今日は2年生と3年生の実験実習の発表。実験グループ毎に秋セメスターで実習した課題を分担して結果の報告・プレゼンテーションの練習を行う。次年度からは情報処理の授業でプレゼンテーションソフト(PowerPoint)もやるようなので、来年はOHPに加えてパソコンのプレゼンテーションが見られるようになるかもしれない。2年生の方はやはりまだ慣れていないせいか手続きや得られた結果そのものをうまく説明できないという印象だ。3年生の方は課題が難しくなるので目的や結果などよく理解されていない傾向があってちょっと残念だった。まあ、興味が限定されてきているのかもしれない。個人(グループ)差が大きかった。かれらは2年3年と非常によいレポートが多かった学年だったが、3年次の実習ではレポートの質に個人差が大きくなった印象がある。

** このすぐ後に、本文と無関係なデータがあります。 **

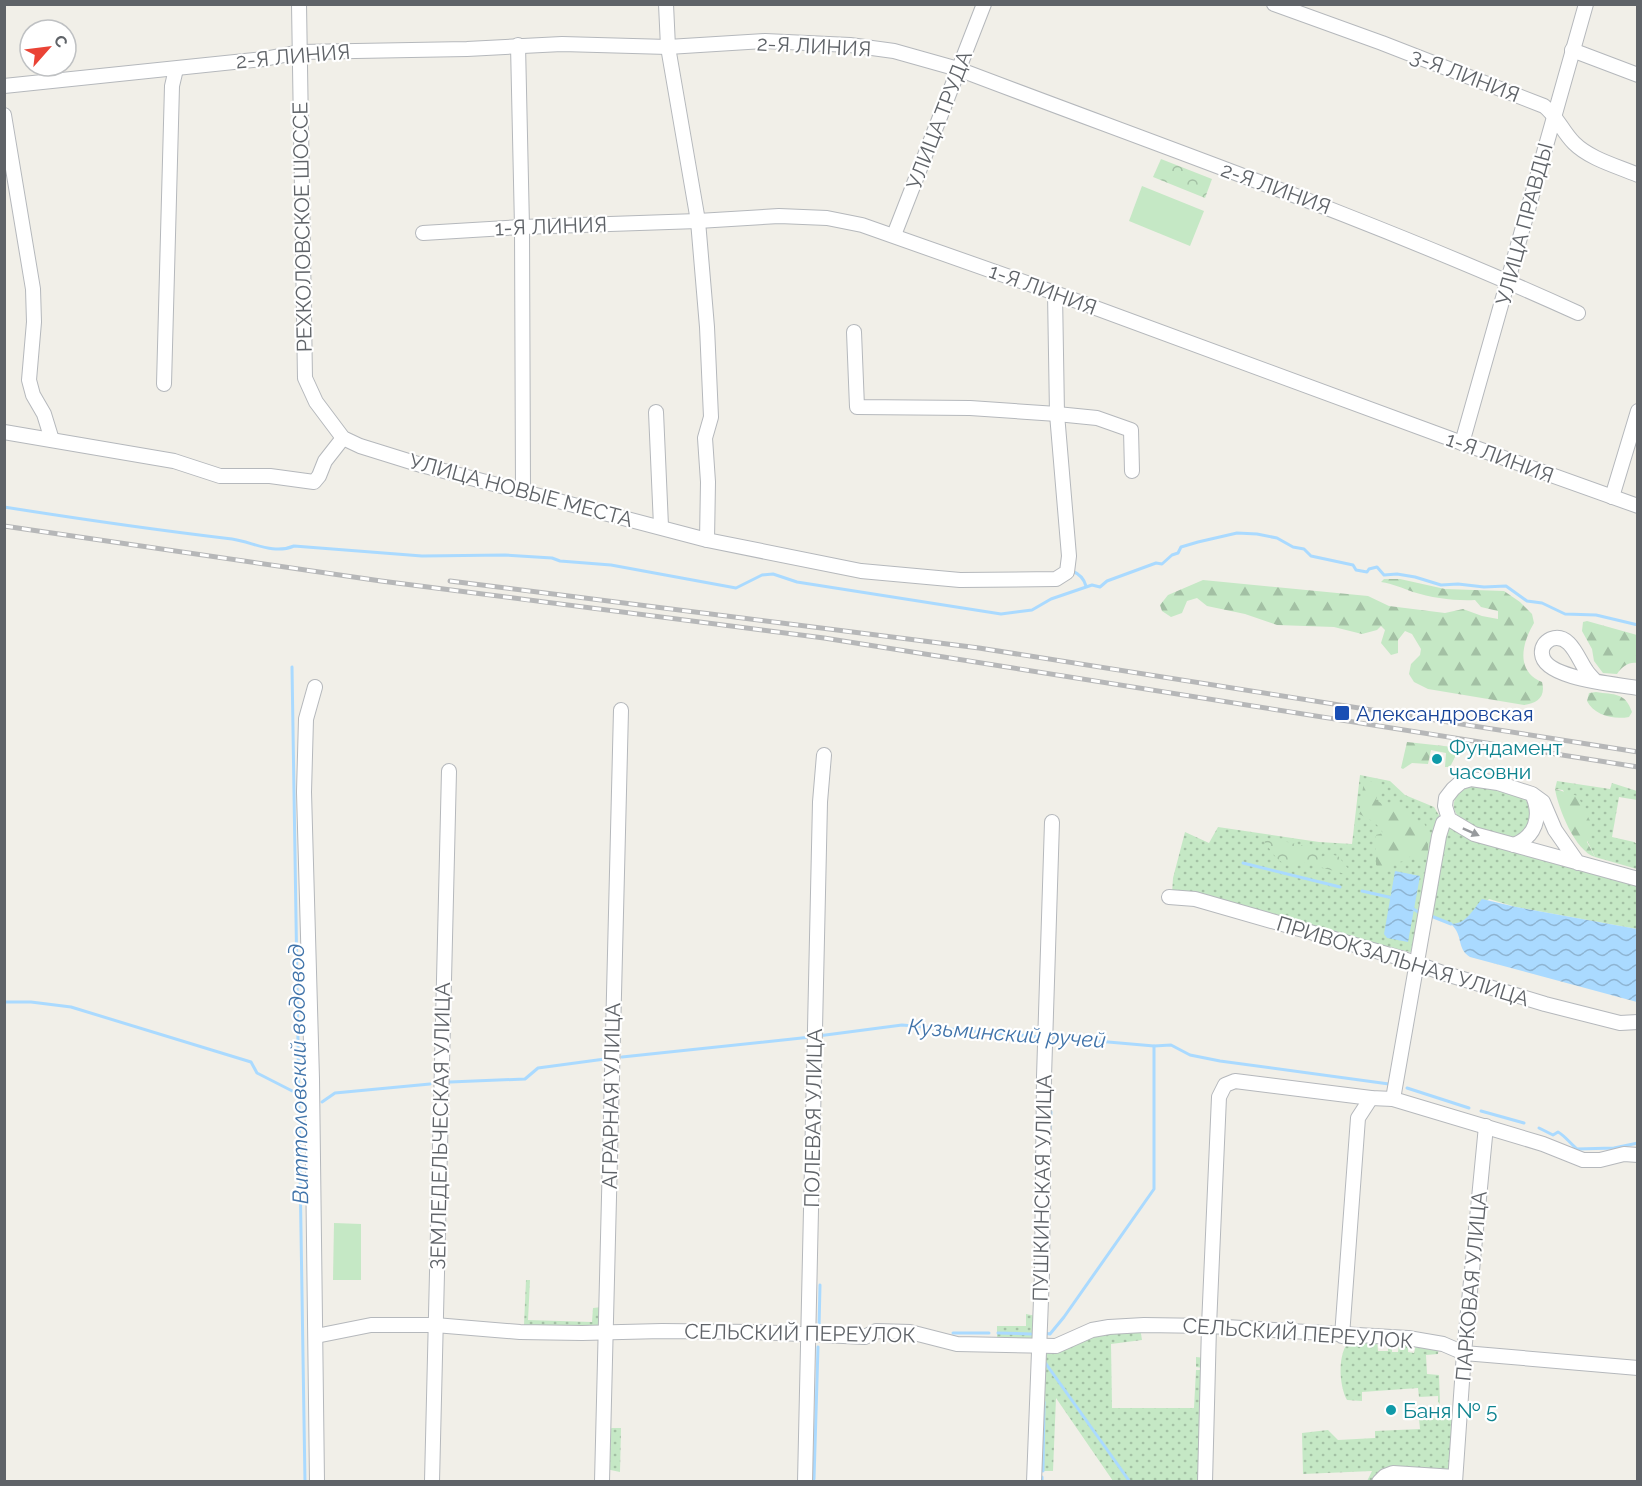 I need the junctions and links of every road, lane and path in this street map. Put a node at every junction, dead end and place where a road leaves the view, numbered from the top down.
1 (299, 4) edge
2 (666, 4) edge
3 (984, 4) edge
4 (1274, 4) edge
5 (1586, 4) edge
6 (518, 45) junction
7 (668, 47) junction
8 (1572, 50) junction
9 (300, 51) junction
10 (176, 69) junction
11 (958, 69) junction
12 (1638, 75) edge
13 (4, 86) edge
14 (1554, 113) junction
15 (4, 115) edge
16 (1638, 175) edge
17 (698, 221) junction
18 (522, 226) junction
19 (423, 233) dead end
20 (894, 236) junction
21 (1509, 281) junction
22 (1055, 293) junction
23 (1578, 313) dead end
24 (854, 332) dead end
25 (164, 384) dead end
26 (1638, 411) edge
27 (656, 412) dead end
28 (1057, 414) junction
29 (4, 432) edge
30 (51, 437) junction
31 (343, 438) junction
32 (1462, 443) junction
33 (1132, 471) dead end
34 (523, 490) junction
35 (1612, 497) junction
36 (1638, 506) edge
37 (661, 526) junction
38 (707, 540) junction
39 (1595, 681) dead end
40 (315, 687) dead end
41 (1638, 688) edge
42 (621, 710) dead end
43 (824, 755) dead end
44 (449, 771) dead end
45 (1532, 794) junction
46 (1449, 819) junction
47 (1052, 822) dead end
48 (1514, 845) junction
49 (1578, 863) junction
50 (1638, 879) edge
51 (1169, 897) dead end
52 (1418, 963) junction
53 (1638, 1022) edge
54 (1371, 1098) junction
55 (1393, 1099) junction
56 (1486, 1126) junction
57 (1638, 1155) edge
58 (435, 1325) junction
59 (1209, 1326) junction
60 (605, 1334) junction
61 (808, 1335) junction
62 (316, 1336) junction
63 (1342, 1336) junction
64 (1038, 1346) junction
65 (1464, 1353) junction
66 (1638, 1368) edge
67 (1455, 1480) edge
68 (317, 1482) edge
69 (432, 1482) edge
70 (602, 1482) edge
71 (805, 1482) edge
72 (1034, 1482) edge
73 (1205, 1482) edge
74 (1379, 1482) edge

1 - 9 street, РЕХКОЛОВСКОЕ ШОССЕ
2 - 7 street
3 - 11 street, УЛИЦА ТРУДА
4 - 14 street, 3-Я ЛИНИЯ
5 - 8 street, УЛИЦА ПРАВДЫ
6 - 7 street, 2-Я ЛИНИЯ
6 - 9 street, 2-Я ЛИНИЯ
6 - 18 street
7 - 11 street, 2-Я ЛИНИЯ
7 - 17 street
8 - 12 street
8 - 14 street, УЛИЦА ПРАВДЫ
9 - 10 street, 2-Я ЛИНИЯ
9 - 31 street, РЕХКОЛОВСКОЕ ШОССЕ
10 - 13 street, 2-Я ЛИНИЯ
10 - 25 street
11 - 20 street, УЛИЦА ТРУДА
11 - 21 street, 2-Я ЛИНИЯ
14 - 16 street
14 - 21 street, УЛИЦА ПРАВДЫ
15 - 30 street
17 - 18 street, 1-Я ЛИНИЯ
17 - 20 street, 1-Я ЛИНИЯ
17 - 38 street
18 - 19 street, 1-Я ЛИНИЯ
18 - 34 street
20 - 22 street, 1-Я ЛИНИЯ
21 - 23 street, 2-Я ЛИНИЯ
21 - 32 street, УЛИЦА ПРАВДЫ
22 - 28 street
22 - 32 street, 1-Я ЛИНИЯ
24 - 28 street
26 - 35 street
27 - 37 street
28 - 33 street
28 - 38 street, УЛИЦА НОВЫЕ МЕСТА
29 - 30 street
30 - 31 street
31 - 34 street, УЛИЦА НОВЫЕ МЕСТА
32 - 35 street, 1-Я ЛИНИЯ
34 - 37 street, УЛИЦА НОВЫЕ МЕСТА
35 - 36 street, 1-Я ЛИНИЯ
37 - 38 street, УЛИЦА НОВЫЕ МЕСТА
39 - 41 street
40 - 62 street
42 - 60 street, АГРАРНАЯ УЛИЦА
43 - 61 street, ПОЛЕВАЯ УЛИЦА
44 - 58 street, ЗЕМЛЕДЕЛЬЧЕСКАЯ УЛИЦА
45 - 46 street
45 - 48 street
45 - 49 street
46 -> 48 street
46 - 52 street
47 - 64 street, ПУШКИНСКАЯ УЛИЦА
48 - 49 street
49 - 50 street
51 - 52 street, ПРИВОКЗАЛЬНАЯ УЛИЦА
52 - 53 street, ПРИВОКЗАЛЬНАЯ УЛИЦА
52 - 55 street
54 - 55 street
54 - 59 street
54 - 63 street
55 - 56 street
56 - 57 street
56 - 65 street, ПАРКОВАЯ УЛИЦА
58 - 60 street, СЕЛЬСКИЙ ПЕРЕУЛОК
58 - 62 street, СЕЛЬСКИЙ ПЕРЕУЛОК
58 - 69 street, ЗЕМЛЕДЕЛЬЧЕСКАЯ УЛИЦА
59 - 63 street, СЕЛЬСКИЙ ПЕРЕУЛОК
59 - 64 street, СЕЛЬСКИЙ ПЕРЕУЛОК
59 - 73 street
60 - 61 street, СЕЛЬСКИЙ ПЕРЕУЛОК
60 - 70 street, АГРАРНАЯ УЛИЦА
61 - 64 street, СЕЛЬСКИЙ ПЕРЕУЛОК
61 - 71 street, ПОЛЕВАЯ УЛИЦА
62 - 68 street
63 - 65 street, СЕЛЬСКИЙ ПЕРЕУЛОК
64 - 72 street, ПУШКИНСКАЯ УЛИЦА
65 - 66 street, СЕЛЬСКИЙ ПЕРЕУЛОК
65 - 67 street, ПАРКОВАЯ УЛИЦА
67 - 74 street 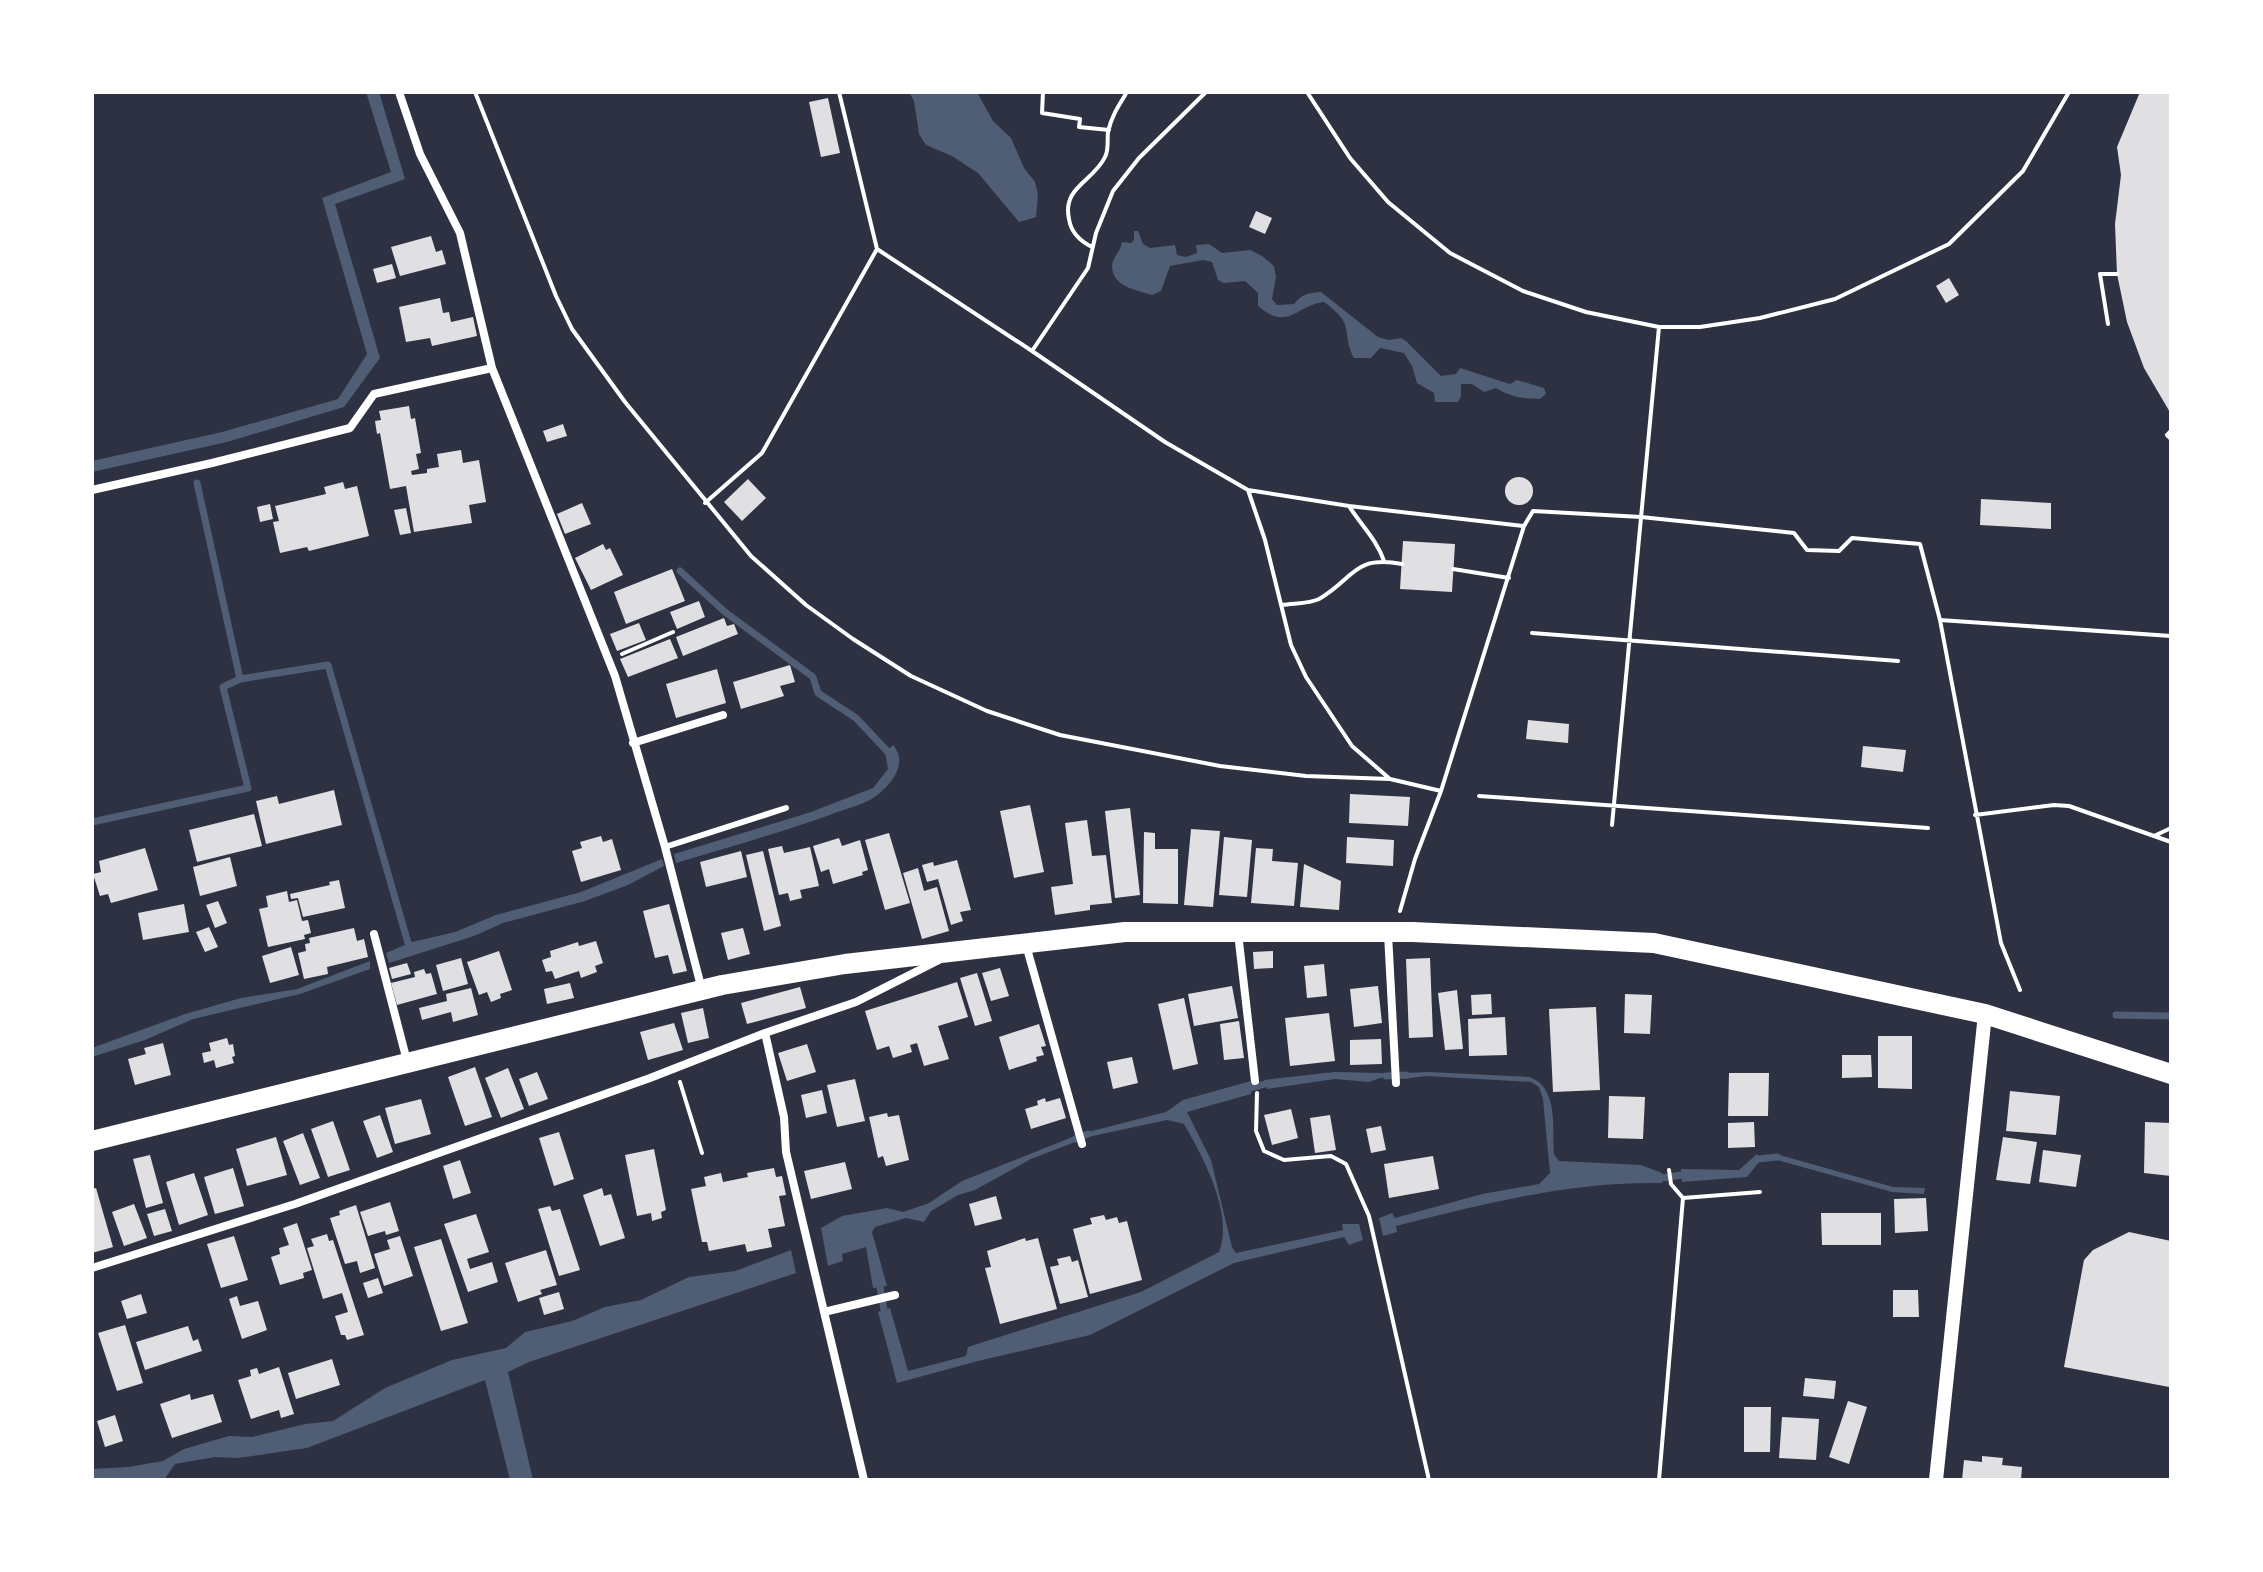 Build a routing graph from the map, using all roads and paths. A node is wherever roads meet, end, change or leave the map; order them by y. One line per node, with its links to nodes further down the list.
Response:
1 (399, 92): 16 (street)
2 (475, 92): 21 (path)
3 (839, 92): 11 (path)
4 (1043, 92): 9 (path)
5 (1127, 92): 9 (path)
6 (1206, 92): 10 (path)
7 (1307, 92): 14 (path)
8 (2069, 92): 14 (path)
9 (1109, 130): 10 (path)
10 (1092, 248): 15 (path)
11 (877, 249): 15 (path); 21 (path)
12 (2117, 274): 13 (path)
13 (2108, 324)
14 (1659, 327): 23 (path)
15 (1032, 351): 20 (path)
16 (492, 368): 19 (street); 35 (street)
17 (2171, 431): 18 (path)
18 (2171, 439)
19 (92, 490)
20 (1248, 490): 22 (path); 29 (path)
21 (705, 503): 39 (path)
22 (1349, 506): 24 (path); 25 (path)
23 (1641, 517): 24 (path); 30 (path); 34 (path)
24 (1524, 526): 28 (path)
25 (1384, 561): 26 (path); 29 (path)
26 (1402, 564)
27 (1453, 569): 28 (path)
28 (1509, 578): 40 (path)
29 (1282, 605): 39 (path)
30 (1940, 620): 33 (path); 44 (path)
31 (673, 632): 35 (path)
32 (1532, 633): 34 (path)
33 (2171, 636)
34 (1629, 640): 36 (path); 42 (path)
35 (609, 660): 38 (street)
36 (1898, 661)
37 (723, 715): 38 (street)
38 (633, 743): 50 (street)
39 (1390, 779): 40 (path)
40 (1441, 791): 51 (path)
41 (1479, 796): 42 (path)
42 (1614, 805): 45 (path); 46 (path)
43 (786, 808): 50 (lane)
44 (1975, 815): 48 (path); 58 (path)
45 (1612, 825)
46 (1928, 828)
47 (2171, 828): 48 (path)
48 (2154, 836): 49 (path)
49 (2171, 842)
50 (665, 847): 57 (street)
51 (1400, 911)
52 (1238, 932): 53 (highway); 55 (highway); 64 (street)
53 (1388, 933): 59 (highway); 65 (street)
54 (374, 934): 61 (street)
55 (1026, 944): 56 (highway); 68 (street)
56 (953, 952): 57 (highway); 60 (street)
57 (702, 990): 61 (highway)
58 (2020, 990)
59 (1985, 1014): 63 (highway); 79 (street)
60 (765, 1033): 62 (street); 75 (street)
61 (407, 1062): 67 (highway)
62 (676, 1068): 69 (path); 73 (street)
63 (2171, 1074)
64 (1255, 1081)
65 (1396, 1083)
66 (1258, 1097): 77 (path)
67 (92, 1141)
68 (1082, 1144)
69 (702, 1153)
70 (1669, 1170): 72 (path)
71 (1760, 1192): 72 (path)
72 (1683, 1198): 78 (path)
73 (92, 1268)
74 (895, 1295): 75 (street)
75 (824, 1312): 76 (street)
76 (864, 1480)
77 (1429, 1480)
78 (1659, 1480)
79 (1936, 1480)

メーリングリスト("心理学研究の基礎 (fpr)" )ではホームページ上の著作権の話題。最近では研究者が論文をホームページで公開したり、ダウンロードして読めるようにしている方も多い。基本的には「版権」は発表学会誌や雑誌に帰属するのでこのような公開は厳密には不可なのだろう。しかし、「掲載前」の論文について、以前なにかの雑誌で、米国その他の研究者が学会誌への掲載前に自分のホームページ等を通じて、自著を公開し(非公式の)「ピア・レビュー」を受ける例が多く(発表日時のプライオリティーを競っているという面もあるそうだ)、雑誌を発行している出版社はちょっとこまっているが、これを禁止すると「投稿」が減ってしまうことを警戒して、「黙認」している、というようなエッセイを読んだことがある。また、出版元の「許可」を得て掲載されている方のメールも寄せられていた(「無料で掲載可というような「許可」らしい)。めでたく(正式の)審査を通過して掲載された後にはこのような手続きが必要なのだろう。出版社や学会はWeb公開して、これにリンクして公開できるようになっていると、便利なのだが。学会はネットワーク化の対応を急ぐべきだ。

最近になっていくつかメーリングリストに加入している。有益なメールが多い。もっと早く加入すべきだった。これらを学生にも読ませたいと思い、「全文引用」してホームページにまとめて掲載することを考えていたのだが、これは可能なのだろうか?(リンクは可だと思う)。学生にリストに参加するように言えばすむことなのだが、メールアカウントを持たない学生もまだ多いので。


教員談話室にインターネットに接続してあるノートパソコンが1台だけおいてある。これが最近不調の様子であった。今日はとうとう修理に出されたようだ。たしか昨年度設置されたものなので、2年間くらい使用したことになる。たまに教室の方に持ち出される方もあったが、基本的には移動しない使い方であった。もし移動の頻度がもっと高いと故障も多くなるものと思われる。少し古い機種のためか、Windows95は問題なく使えるレベルだが、起動時間がすごくかかる。